The Durban Agreement
The outcome of the Durban negotiation round, which ran from 28 November until 11 December (2 days longer than scheduled) is the Durban Agreement. One of the main components of the Durban Agreement is the establishment of a second commitment period of the Kyoto Protocol (UNFCCC, 2011a). Within this second commitment period (which is scheduled to start in 2013 and end in either 2017 or 2020 (to be decided upon at COP-18)), the aim is to ensure aggregated emissions by Parties included in Annex I are reduced by at least 25– 40 per cent below 1990 levels by 2020 (IISD, 2011). To realise this aim, it is the intention to convert the Cancun Agreement pledges for emission reductions into quantified emission limitation or reduction objectives (QELRO), information on which was to be submitted by the Parties to the Ad-hoc Working Group–Kyoto Protocol (AWG-KP) by 1 May 2012. An important unresolved issue in this regard is the implication of carry-over of assigned amount units (AAUs (abatement credits)) from the first to the second commitment period on the scale of emission reductions to be achieved (IISD, 2011). In addition, to eliminate the ‘ambition gap’ between the pledged reductions and the above emission reductions goals, the AWG-KP decision emphasizes the relevance of the 2013–2015 review of pledges.

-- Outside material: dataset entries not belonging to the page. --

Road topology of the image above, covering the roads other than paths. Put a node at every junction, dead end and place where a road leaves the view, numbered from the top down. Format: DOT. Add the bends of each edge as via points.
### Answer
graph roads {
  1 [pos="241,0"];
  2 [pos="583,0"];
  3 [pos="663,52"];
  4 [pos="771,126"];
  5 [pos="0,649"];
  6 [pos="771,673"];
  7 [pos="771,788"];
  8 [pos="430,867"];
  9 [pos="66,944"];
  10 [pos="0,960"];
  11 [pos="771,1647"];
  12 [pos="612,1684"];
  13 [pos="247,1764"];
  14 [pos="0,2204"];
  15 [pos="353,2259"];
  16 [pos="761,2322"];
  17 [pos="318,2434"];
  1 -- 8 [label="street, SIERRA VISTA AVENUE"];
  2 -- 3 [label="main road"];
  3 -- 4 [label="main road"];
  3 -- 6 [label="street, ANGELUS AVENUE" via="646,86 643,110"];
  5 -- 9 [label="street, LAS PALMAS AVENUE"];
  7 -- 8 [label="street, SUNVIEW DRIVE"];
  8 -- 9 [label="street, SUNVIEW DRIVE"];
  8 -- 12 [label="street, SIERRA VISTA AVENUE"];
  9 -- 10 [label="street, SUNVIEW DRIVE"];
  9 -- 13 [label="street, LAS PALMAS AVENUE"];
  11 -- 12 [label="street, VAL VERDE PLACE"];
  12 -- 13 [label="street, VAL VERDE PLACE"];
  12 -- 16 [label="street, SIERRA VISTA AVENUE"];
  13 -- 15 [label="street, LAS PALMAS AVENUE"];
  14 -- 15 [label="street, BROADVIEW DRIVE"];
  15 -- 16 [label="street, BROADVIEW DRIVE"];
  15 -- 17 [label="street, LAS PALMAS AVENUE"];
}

Furthermore, the Durban Agreement outlines a negotiation process that is to result in a ‘protocol, or legal instrument, or agreed outcome with legal force’ that covers all negotiating Parties (UNFCCC, 2011b) and is to come into effect and be implemented from 2020. As such, the Ad Hoc Working Group on a Durban Platform for Enhanced Action (AWG-DP) is to complete its work no later than 2015. An important consideration in the process will be to raise the level of ambition in terms of emission reductions. This consideration will be informed by the Intergovernmental Panel on Climate Change (IPCC) Fifth Assessment Report, the 2013–2015 review and the work of the subsidiary bodies.

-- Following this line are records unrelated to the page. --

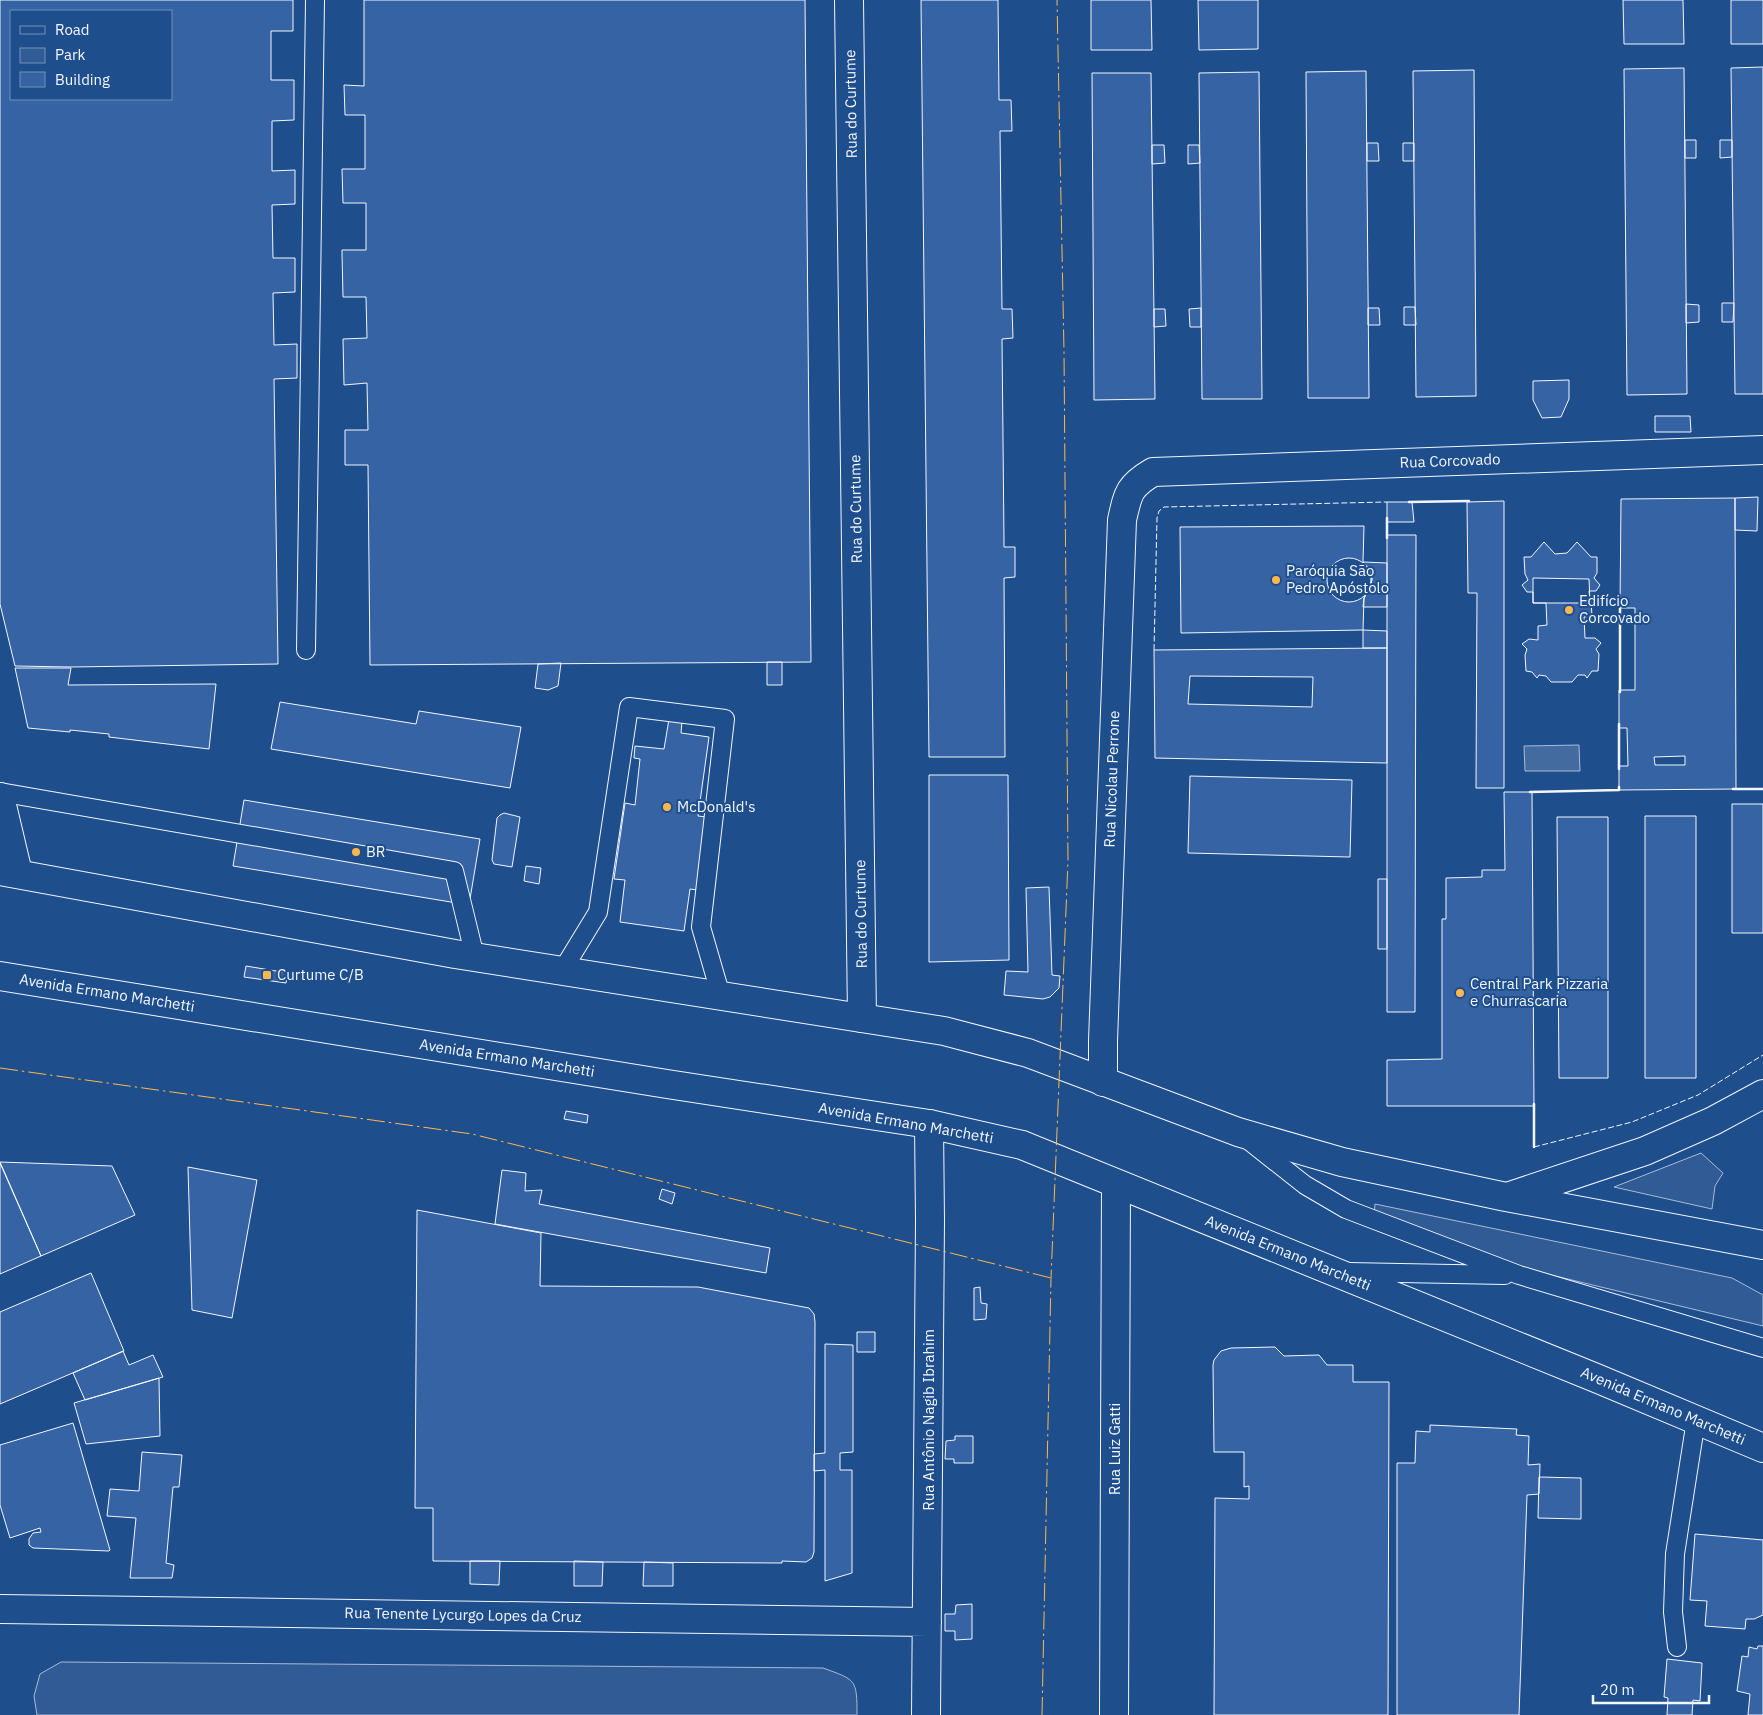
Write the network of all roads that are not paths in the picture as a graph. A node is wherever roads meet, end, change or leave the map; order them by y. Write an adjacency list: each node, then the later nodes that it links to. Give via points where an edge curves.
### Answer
1 (315, 0): 5 (lane)
2 (849, 0): 13 (street, Rua do Curtume)
3 (1763, 450): 4 (street, Rua Corcovado, via 1153,472)
4 (1138, 481): 14 (street, Rua Nicolau Perrone, via 1128,495 1122,520)
5 (306, 650)
6 (0, 792): 9 (lane, via 454,871)
7 (0, 797): 8 (street)
8 (9, 872): 9 (street)
9 (475, 956): 10 (street)
10 (562, 971): 12 (street); 12 (lane, via 598,912 629,707 725,719 701,927)
11 (0, 976): 16 (street, Avenida Ermano Marchetti)
12 (721, 996): 13 (street)
13 (862, 1018): 14 (street, via 944,1031 1018,1051)
14 (1103, 1082): 17 (street)
15 (1763, 1094): 19 (street, via 1645,1151)
16 (928, 1124): 18 (street, Avenida Ermano Marchetti, via 1022,1145); 27 (street, Rua Antônio Nagib Ibrahim)
17 (1238, 1132): 19 (street, via 1342,1162); 22 (lane, via 1305,1185 1346,1210)
18 (1116, 1184): 21 (street, Avenida Ermano Marchetti); 30 (street, Rua Luiz Gatti)
19 (1506, 1197): 20 (street)
20 (1763, 1245)
21 (1333, 1271): 22 (lane); 24 (street, Avenida Ermano Marchetti)
22 (1519, 1275): 23 (lane)
23 (1763, 1348)
24 (1696, 1420): 25 (street, Avenida Ermano Marchetti); 28 (lane, via 1675,1554 1673,1612)
25 (1763, 1448)
26 (0, 1609): 27 (street, Rua Tenente Lycurgo Lopes da Cruz)
27 (927, 1622): 29 (street, Rua Antônio Nagib Ibrahim)
28 (1677, 1648)
29 (926, 1715)
30 (1114, 1715)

The Durban Agreement also allows for the completion of the design of the Green Climate Fund and designates the World Bank as the interim trustee. With these developments, the Fund should be operational in 2012 (UNFCCC, 2011c). The aim of the Fund will be ‘to promote the paradigm shift towards low-emission and climate-resilient development pathways’ by providing balanced support for developing countries between mitigation and adaptation efforts in the context of sustainable development. With the aim of making the Technology Mechanism fully operational in 2012, the negotiations also focused on the two components of the Mechanism: the Technology Executive Committee (TEC) and the Climate Technology Centre and Network. The Durban Agreement contains a decision on the modalities and procedures of the TEC policy-making body (UNFCCC, 2011d). The TEC has had its first meeting and has developed a rolling work-plan for 2012–2013. This is an important step towards the operationalisation of the Technology Mechanism with the objective of enhancing action on technology development and transfer to support action on mitigation and adaptation. Besides financial support, support for technological development is seen as a major component of an effective climate action strategy.
Perspectives and opinions
The Durban Agreement was heralded by most negotiating Parties as a positive development towards a global climate policy regime.
The process established under the AWG-DP mirrors the call for a ‘roadmap for climate action’ made by the European Union (EU) prior to Durban. The EU posited that, for it to be persuaded into a second commitment period of the Kyoto Protocol, a pathway to universal action was a prerequisite. Therefore, it is not surprising that the EU sees the Durban Agreement as a ‘historic breakthrough’ document capable of finally realizing a global and ambitious climate policy regime (Ebels, 2011).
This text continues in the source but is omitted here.